Cruz Ulloa and many others were not able to assist their loved ones for over three hours while they were held at gunpoint by the security forces participating in the operation.

On May 11, Lucio Adan Nelson Queen, 22, was a passenger in a pipante, the traditional dugout canoe-style boat of the Miskitu and a principal means of transportation in the region. He was injured that night, with a gunshot wound to the back. The bullet exited his body below his right arm. He spoke with the North American human rights delegation while recovering in a hospital bed in La Ceiba, a hub city on the Caribbean coast.

“I was traveling to my girlfriend’s house when this occurred. It was nighttime. They shot me from above, from a helicopter. I was sleeping in the pipante,” Nelson Queen said. “When I woke up, they were shooting. The helicopter was low overhead. I threw myself into the water.”

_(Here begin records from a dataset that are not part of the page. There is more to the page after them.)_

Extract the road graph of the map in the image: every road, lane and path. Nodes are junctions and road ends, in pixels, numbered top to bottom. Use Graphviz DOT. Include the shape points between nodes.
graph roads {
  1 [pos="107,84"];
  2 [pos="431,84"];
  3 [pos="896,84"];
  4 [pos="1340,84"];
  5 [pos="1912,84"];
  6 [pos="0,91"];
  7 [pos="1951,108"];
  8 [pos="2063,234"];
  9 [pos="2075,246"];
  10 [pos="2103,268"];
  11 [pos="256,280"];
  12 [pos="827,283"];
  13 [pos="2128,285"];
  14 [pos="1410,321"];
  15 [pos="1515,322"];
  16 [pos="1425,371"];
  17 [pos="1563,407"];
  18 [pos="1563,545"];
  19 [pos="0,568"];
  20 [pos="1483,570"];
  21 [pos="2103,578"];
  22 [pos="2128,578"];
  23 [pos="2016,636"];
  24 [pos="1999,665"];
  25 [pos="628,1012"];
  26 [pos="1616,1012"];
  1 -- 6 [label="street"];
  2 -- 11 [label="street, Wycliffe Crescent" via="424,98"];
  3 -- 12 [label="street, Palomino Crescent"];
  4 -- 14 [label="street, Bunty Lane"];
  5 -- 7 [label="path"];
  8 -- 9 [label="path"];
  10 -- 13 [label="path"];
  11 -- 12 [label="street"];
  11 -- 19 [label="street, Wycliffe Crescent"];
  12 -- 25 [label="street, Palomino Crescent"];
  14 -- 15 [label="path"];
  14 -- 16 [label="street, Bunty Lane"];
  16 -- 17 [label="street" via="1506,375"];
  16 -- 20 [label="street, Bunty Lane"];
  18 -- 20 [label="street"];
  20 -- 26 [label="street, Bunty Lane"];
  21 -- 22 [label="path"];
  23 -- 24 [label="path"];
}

Hilda Lezama was also a passenger in the pipante carrying local Moskitia residents from points further down the Patuca River to Ahuas. She received gunshot wounds to both of her legs, with the gunfire leaving a deep groove across her thighs. She spoke to the delegation from her hospital bed in Ahuas, where she lives.

“We were traveling with more than thirteen people plus cargo plus a table, chairs, loads of things. The pipante was full,” said Lezama. “Then when we were coming close to the landing we saw helicopters that were hovering, hovering, hovering, hovering. I thought – well, I didn’t know what they were looking for at the time.”

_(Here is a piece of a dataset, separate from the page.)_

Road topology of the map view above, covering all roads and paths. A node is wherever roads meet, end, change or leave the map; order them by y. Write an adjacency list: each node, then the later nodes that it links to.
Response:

“I heard shots. I do not know how but I threw myself into the water when the bullet hit me. I wanted to hide under the cargo but I couldn’t when they shot me. I had to get into the water, close to the banks of the river. I could not swim. I don’t know how I did, but I did in that moment. I got to a patch of grass at the side of the river and grabbed onto it, a tree branch. Everyone was in the river, including the injured,” she said.

When people helped her out of the water, Lezama was only partially conscious. After emergency treatment in the hospital in Ahuas, she was sent to the hospital in La Ceiba. She was recovering in Ahuas when the delegation visited the region.

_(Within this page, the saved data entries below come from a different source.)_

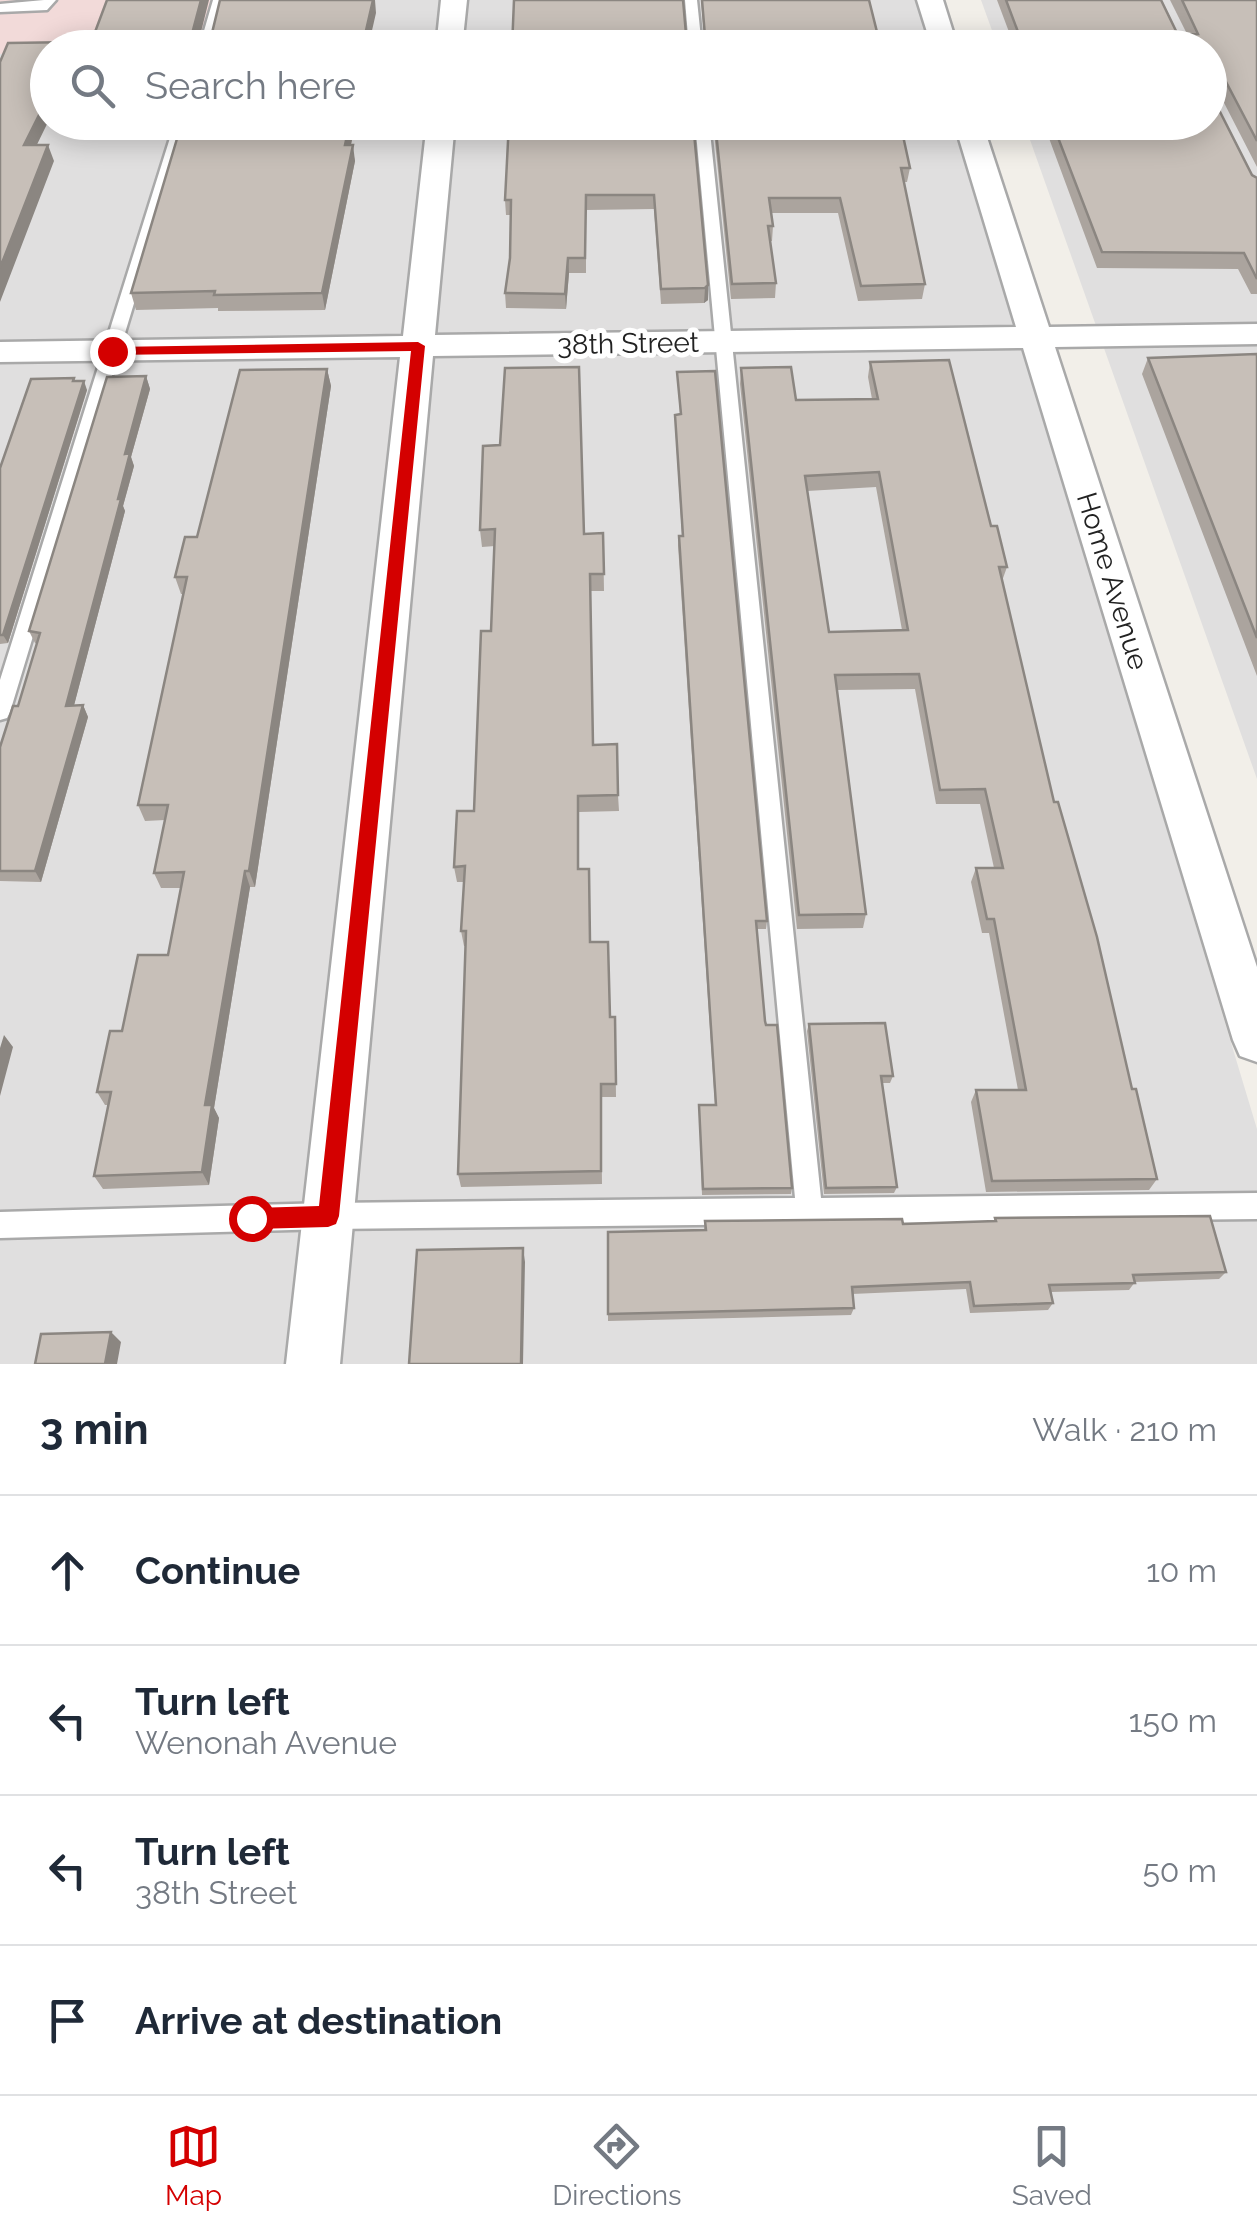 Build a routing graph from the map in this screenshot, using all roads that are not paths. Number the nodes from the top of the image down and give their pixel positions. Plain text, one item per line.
1 (50, 0) edge
2 (219, 0) edge
3 (454, 0) edge
4 (692, 0) edge
5 (930, 0) edge
6 (0, 8) edge
7 (210, 30) edge
8 (451, 30) edge
9 (694, 30) edge
10 (939, 30) edge
11 (176, 140) edge
12 (439, 140) edge
13 (704, 140) edge
14 (974, 140) edge
15 (1257, 334) edge
16 (1036, 338) junction
17 (722, 342) junction
18 (418, 346) junction
19 (112, 351) junction
20 (0, 352) edge
21 (0, 712) edge
22 (1257, 1040) edge
23 (1257, 1206) edge
24 (809, 1210) junction
25 (328, 1216) junction
26 (0, 1225) edge
27 (313, 1364) edge

1 - 6 lane
2 - 7 lane
3 - 8 street
4 - 9 lane
5 - 10 street
11 - 19 lane
12 - 18 street
13 - 17 lane
14 - 16 street, Home Avenue
15 - 16 street, 38th Street
16 - 17 street, 38th Street
16 - 22 street, Home Avenue
17 - 18 street, 38th Street
17 - 24 lane
18 - 19 street, 38th Street
18 - 25 street
19 - 20 street, 38th Street
19 - 21 lane
23 - 24 lane
24 - 25 lane
25 - 26 lane
25 - 27 street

Fourteen-year-old Hasked Brooks Wood; 21-year-old father of two Emerson Martinez Henriquez; 28-year-old pregnant mother of two Juana Jackson Ambrocio; and 48-year-old pregnant mother of six Candelaria Pratt died as a result of their gunshot wounds. All four were indigenous Miskitu residents of communities in the region.

The local residents who were wounded on May 11 had just begun to recover and families of the victims were mourning the loved ones they lost when militarization continued to increase in the Moskitia. Weeks before the second DEA killing in Brus Laguna on June 22, residents reported the arrival of English-speaking uniformed personnel armed with high-caliber weapons, including snipers stationed at a strategic point in the community of Brus Lagua. Community members have said that the snipers in a tower point their weapons down at residents as they walk by on the dirt roads.